**EXERCISE AIM**
The answer must be a single number: how many lines of the records below contain "than".

Stored items
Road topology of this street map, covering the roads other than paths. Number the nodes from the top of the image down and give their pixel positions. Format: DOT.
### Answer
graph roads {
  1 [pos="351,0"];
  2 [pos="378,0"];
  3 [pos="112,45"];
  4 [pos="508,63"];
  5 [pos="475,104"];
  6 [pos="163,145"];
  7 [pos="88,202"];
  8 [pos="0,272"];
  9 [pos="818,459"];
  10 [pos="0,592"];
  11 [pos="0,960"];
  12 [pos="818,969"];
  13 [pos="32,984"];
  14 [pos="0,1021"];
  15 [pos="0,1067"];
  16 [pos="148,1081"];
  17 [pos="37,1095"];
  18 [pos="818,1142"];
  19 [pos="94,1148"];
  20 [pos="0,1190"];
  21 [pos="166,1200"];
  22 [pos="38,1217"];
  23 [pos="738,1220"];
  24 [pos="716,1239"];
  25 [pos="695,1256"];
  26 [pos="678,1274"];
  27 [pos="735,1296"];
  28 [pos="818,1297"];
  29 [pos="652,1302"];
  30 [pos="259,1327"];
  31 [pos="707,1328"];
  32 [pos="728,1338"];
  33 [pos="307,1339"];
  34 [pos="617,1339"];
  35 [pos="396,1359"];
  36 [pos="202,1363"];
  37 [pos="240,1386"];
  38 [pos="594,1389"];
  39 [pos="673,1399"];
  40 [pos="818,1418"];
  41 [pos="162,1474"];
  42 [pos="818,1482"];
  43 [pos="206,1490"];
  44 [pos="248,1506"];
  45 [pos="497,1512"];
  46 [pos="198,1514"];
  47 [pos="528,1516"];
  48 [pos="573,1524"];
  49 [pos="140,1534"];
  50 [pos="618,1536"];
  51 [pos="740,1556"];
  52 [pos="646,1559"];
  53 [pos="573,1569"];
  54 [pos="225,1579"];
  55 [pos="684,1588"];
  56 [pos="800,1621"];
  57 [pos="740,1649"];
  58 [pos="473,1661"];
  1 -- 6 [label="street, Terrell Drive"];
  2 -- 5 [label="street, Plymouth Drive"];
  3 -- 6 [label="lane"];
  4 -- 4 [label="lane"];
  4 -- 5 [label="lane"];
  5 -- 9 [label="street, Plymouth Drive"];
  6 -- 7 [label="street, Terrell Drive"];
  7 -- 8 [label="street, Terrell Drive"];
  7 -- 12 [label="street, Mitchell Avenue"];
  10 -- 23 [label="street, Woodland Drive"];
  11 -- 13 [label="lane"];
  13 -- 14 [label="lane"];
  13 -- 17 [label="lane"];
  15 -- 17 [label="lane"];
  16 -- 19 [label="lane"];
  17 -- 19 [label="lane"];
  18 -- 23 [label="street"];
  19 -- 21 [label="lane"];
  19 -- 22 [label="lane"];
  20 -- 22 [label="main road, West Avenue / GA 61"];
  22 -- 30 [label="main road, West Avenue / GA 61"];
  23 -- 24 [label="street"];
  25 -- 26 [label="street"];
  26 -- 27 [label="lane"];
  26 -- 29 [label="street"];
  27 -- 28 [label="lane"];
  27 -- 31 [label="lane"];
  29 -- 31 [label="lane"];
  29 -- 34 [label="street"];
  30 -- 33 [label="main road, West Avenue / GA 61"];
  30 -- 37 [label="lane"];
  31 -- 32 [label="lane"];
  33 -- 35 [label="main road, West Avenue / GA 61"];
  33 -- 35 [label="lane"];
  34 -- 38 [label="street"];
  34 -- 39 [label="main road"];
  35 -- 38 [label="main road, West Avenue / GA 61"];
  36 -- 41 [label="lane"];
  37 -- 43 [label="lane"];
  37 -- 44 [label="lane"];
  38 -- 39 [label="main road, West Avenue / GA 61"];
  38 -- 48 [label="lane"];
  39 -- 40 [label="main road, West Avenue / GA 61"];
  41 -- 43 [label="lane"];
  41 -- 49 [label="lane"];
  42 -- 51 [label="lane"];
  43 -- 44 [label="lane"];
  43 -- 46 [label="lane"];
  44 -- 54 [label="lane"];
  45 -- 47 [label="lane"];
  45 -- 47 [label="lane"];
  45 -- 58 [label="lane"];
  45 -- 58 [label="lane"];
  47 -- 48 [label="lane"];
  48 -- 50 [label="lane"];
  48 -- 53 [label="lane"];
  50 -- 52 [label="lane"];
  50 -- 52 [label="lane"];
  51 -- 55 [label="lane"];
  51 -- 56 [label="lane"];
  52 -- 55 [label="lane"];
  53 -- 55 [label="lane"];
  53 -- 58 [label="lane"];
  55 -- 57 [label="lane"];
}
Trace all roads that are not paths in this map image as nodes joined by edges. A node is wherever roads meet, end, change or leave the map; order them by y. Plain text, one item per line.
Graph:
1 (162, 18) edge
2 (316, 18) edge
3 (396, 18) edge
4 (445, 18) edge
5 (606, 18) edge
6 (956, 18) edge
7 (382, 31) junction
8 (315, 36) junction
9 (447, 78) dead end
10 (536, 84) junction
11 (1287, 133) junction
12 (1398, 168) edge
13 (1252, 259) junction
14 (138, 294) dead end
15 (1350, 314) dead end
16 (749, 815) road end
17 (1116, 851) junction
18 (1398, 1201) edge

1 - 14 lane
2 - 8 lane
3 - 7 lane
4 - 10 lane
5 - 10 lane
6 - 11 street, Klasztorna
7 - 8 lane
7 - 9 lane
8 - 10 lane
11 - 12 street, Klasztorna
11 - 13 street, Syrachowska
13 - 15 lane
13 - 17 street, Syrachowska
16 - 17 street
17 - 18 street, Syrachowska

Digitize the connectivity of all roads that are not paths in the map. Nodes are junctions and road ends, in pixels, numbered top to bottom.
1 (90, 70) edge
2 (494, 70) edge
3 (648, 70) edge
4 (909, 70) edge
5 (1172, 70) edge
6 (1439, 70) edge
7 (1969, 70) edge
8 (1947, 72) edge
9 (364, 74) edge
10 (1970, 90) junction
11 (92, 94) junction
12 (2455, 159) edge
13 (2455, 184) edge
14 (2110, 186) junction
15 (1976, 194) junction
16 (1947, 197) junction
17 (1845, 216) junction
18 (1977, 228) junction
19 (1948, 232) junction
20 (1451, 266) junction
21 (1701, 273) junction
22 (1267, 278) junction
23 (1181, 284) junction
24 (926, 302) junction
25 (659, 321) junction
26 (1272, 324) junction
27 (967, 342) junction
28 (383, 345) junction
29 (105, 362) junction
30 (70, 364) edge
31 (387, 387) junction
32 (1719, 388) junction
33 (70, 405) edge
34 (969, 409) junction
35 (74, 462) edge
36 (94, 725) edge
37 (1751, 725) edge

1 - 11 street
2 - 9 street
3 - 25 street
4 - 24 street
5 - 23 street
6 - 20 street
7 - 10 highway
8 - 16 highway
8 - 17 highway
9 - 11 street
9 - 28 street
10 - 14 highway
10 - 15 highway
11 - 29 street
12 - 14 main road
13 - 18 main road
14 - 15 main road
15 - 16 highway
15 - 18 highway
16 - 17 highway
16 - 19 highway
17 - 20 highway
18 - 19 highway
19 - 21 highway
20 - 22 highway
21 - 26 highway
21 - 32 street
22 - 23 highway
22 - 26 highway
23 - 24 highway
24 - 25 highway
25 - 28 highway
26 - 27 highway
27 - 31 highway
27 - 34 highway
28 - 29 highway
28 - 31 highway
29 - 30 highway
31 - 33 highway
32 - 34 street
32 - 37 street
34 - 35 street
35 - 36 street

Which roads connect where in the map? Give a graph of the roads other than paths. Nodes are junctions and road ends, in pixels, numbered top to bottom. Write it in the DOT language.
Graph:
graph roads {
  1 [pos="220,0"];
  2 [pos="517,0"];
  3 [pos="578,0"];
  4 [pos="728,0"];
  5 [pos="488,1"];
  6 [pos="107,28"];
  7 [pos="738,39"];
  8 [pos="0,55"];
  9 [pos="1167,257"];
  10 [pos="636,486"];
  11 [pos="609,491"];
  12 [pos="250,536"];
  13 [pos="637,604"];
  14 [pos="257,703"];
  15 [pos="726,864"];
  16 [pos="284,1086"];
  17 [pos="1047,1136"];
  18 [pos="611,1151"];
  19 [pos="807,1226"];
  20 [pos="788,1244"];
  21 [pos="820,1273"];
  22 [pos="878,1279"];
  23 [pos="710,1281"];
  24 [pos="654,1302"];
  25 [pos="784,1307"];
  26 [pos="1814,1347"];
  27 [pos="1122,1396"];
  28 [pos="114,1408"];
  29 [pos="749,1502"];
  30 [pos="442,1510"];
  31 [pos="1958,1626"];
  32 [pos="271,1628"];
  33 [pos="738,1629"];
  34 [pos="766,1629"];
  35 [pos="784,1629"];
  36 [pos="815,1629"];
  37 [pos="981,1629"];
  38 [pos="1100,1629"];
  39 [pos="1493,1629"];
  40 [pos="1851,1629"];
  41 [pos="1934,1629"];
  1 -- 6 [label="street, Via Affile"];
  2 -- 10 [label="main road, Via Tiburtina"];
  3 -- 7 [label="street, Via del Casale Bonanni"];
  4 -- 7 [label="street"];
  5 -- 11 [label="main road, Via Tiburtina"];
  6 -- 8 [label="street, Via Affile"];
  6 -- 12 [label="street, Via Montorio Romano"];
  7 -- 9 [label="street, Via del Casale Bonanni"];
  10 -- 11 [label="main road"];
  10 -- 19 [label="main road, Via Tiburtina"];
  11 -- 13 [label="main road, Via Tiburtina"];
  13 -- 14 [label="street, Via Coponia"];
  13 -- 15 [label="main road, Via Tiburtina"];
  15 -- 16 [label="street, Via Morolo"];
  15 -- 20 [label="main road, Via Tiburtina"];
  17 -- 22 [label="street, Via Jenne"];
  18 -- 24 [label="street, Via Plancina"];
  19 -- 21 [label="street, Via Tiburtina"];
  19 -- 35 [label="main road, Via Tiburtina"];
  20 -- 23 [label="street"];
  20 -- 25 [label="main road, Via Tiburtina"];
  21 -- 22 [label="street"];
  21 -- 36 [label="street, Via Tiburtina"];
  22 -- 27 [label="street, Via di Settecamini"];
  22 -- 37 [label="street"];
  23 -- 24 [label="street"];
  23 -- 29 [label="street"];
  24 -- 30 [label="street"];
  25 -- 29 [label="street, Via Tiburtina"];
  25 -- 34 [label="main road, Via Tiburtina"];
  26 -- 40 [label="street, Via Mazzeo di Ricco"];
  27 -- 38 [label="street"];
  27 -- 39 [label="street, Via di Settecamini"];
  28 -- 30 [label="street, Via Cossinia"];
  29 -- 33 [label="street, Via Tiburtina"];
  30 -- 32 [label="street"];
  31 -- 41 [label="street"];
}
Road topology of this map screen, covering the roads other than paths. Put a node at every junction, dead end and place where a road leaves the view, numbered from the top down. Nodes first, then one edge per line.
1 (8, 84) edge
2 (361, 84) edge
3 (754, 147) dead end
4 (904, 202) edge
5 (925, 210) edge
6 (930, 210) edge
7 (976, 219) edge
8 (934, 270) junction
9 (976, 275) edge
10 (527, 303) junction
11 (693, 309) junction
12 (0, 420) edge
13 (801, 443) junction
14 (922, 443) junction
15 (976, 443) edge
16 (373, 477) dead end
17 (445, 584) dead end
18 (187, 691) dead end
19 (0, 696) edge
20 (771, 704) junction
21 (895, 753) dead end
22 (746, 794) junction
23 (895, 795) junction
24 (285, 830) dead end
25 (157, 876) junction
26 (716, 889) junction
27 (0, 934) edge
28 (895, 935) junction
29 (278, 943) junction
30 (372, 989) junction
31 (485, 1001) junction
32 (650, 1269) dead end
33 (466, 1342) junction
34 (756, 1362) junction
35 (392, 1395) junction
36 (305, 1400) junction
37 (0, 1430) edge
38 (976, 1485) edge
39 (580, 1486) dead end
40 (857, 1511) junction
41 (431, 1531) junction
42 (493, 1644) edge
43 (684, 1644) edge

**ANSWER BELOW**
3